College of Arts and Sciences



Degree Name

Honors in the Major

First Advisor

Dr. Paul T. Fuglestad

Second Advisor

Dr. Lorie Lange


This study explored whether body weight was affected by certain lifestyle behaviors and if these behaviors were affected by a brief, self-directed weight control intervention. The behavioral factors assessed in this study included: meal regularity, fast-food eating, television viewing and eating/sedentary time, dietary modifications (e.g., portion control, reducing fat intake), self-monitoring (tracking diet and exercise), self-weighing, and physical activity. Participants were randomly assigned to intervention groups or a minimal contact control group.

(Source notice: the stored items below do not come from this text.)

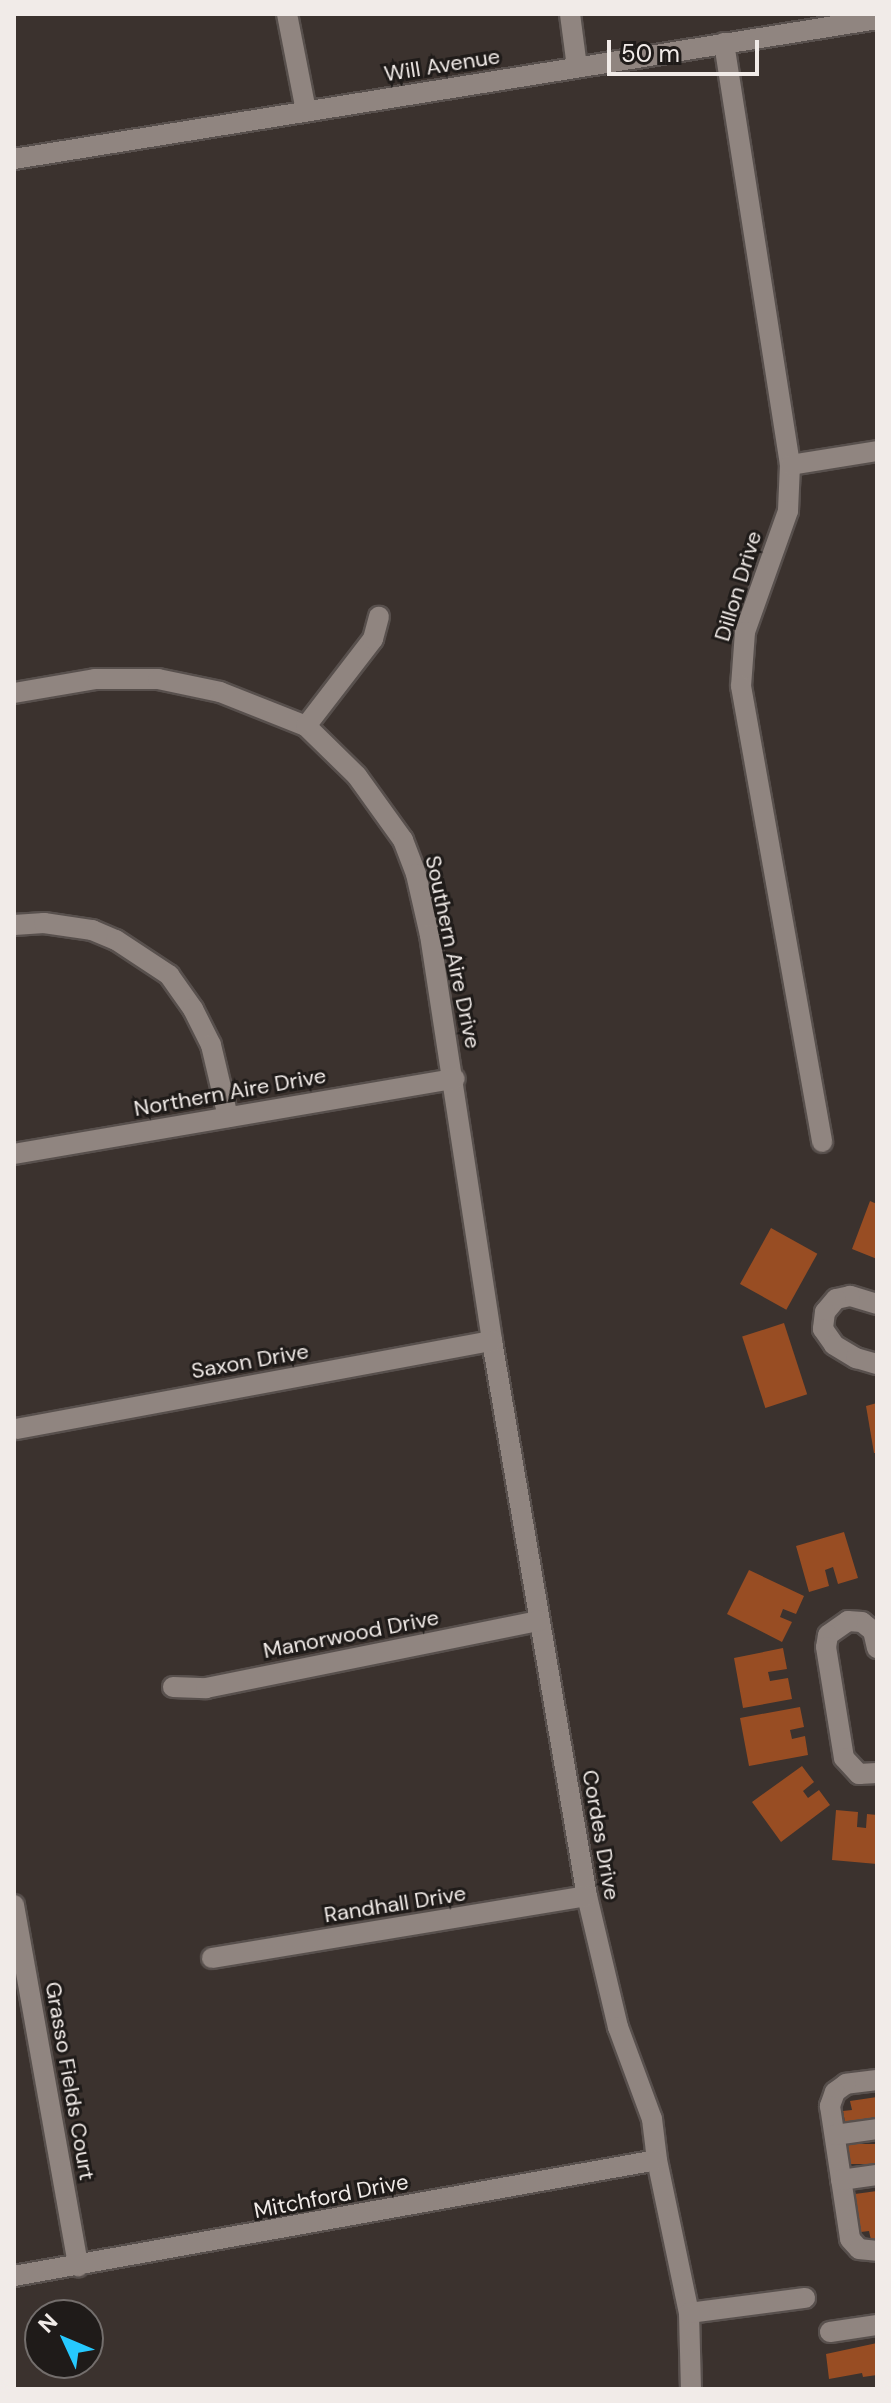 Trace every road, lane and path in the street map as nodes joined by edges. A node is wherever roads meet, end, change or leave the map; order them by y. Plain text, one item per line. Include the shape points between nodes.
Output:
1 (287, 14) edge
2 (570, 14) edge
3 (877, 19) edge
4 (724, 43) junction
5 (577, 67) junction
6 (306, 111) junction
7 (14, 159) edge
8 (877, 451) edge
9 (790, 465) junction
10 (379, 617) dead end
11 (14, 693) edge
12 (306, 726) junction
13 (14, 925) edge
14 (455, 1079) junction
15 (228, 1117) junction
16 (822, 1142) dead end
17 (14, 1154) edge
18 (484, 1284) joint
19 (877, 1304) edge
20 (492, 1341) junction
21 (877, 1364) edge
22 (16, 1429) edge
23 (539, 1621) junction
24 (877, 1648) edge
25 (173, 1687) dead end
26 (877, 1773) edge
27 (587, 1896) junction
28 (14, 1905) edge
29 (212, 1958) dead end
30 (877, 2080) edge
31 (877, 2129) edge
32 (835, 2135) junction
33 (657, 2160) junction
34 (877, 2175) edge
35 (841, 2180) junction
36 (877, 2251) edge
37 (78, 2266) junction
38 (14, 2276) edge
39 (805, 2298) dead end
40 (689, 2313) junction
41 (877, 2325) edge
42 (830, 2332) dead end
43 (691, 2389) edge

1 - 6 street
2 - 5 street
3 - 4 street, Will Avenue
4 - 5 street, Will Avenue
4 - 9 street, Dillon Drive
5 - 6 street, Will Avenue
6 - 7 street, Will Avenue
8 - 9 street
9 - 16 street, Dillon Drive via 788,511 745,632 741,686
10 - 12 street via 373,639
11 - 12 street, Southern Aire Drive via 95,679 158,679 220,692
12 - 14 street, Southern Aire Drive via 357,776 403,840 430,935
13 - 15 street via 92,930 169,975 211,1045
14 - 15 street, Northern Aire Drive
14 - 18 street, Southern Aire Drive
15 - 17 street, Northern Aire Drive
18 - 20 street, Cordes Drive
19 - 21 street via 850,1296 836,1299 825,1312 823,1329 834,1345
20 - 22 street, Saxon Drive
20 - 23 street, Cordes Drive
23 - 25 street, Manorwood Drive via 206,1688
23 - 27 street, Cordes Drive
24 - 26 street via 873,1631 862,1622 848,1621 828,1635 826,1647 844,1758 859,1774
27 - 29 street, Randhall Drive
27 - 33 street, Cordes Drive via 618,2027 652,2119
28 - 37 street, Grasso Fields Court
30 - 32 street via 846,2084 835,2092 830,2106
31 - 32 street
32 - 35 street
33 - 37 street, Mitchford Drive
33 - 40 street, Cordes Drive
34 - 35 street
35 - 36 street via 850,2239 859,2249
37 - 38 street, Mitchford Drive
39 - 40 street
40 - 43 street, Cordes Drive
41 - 42 street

The intervention groups completed a 1-hour education session at baseline and received bi-weekly emails. Participants completed online questionnaires at baseline and 3 months, and body measurement sessions at baseline and 6 months. T-tests were used to determine whether the intervention had an effect on the lifestyle variables. Although there were trends in dietary modification and self-weighing, there was no significant difference. However, the weight control intervention did increase self-monitoring behaviors. A multiple regression model was used to determine whether changes in lifestyle variables predicted changes in weight. The overall model was significant, F (9,50) = 2.34, p = 0.028, R2 = .30. Increases in meal regularity predicted decreases in weight, whereas increases in TV related eating/viewing and, unexpectedly, exercise predicted increases in weight. No other behavioral factors significantly predicted changes in weight. Results suggest that the weight control intervention could be improved and that further research is needed to understand behavioral factors related to weight change.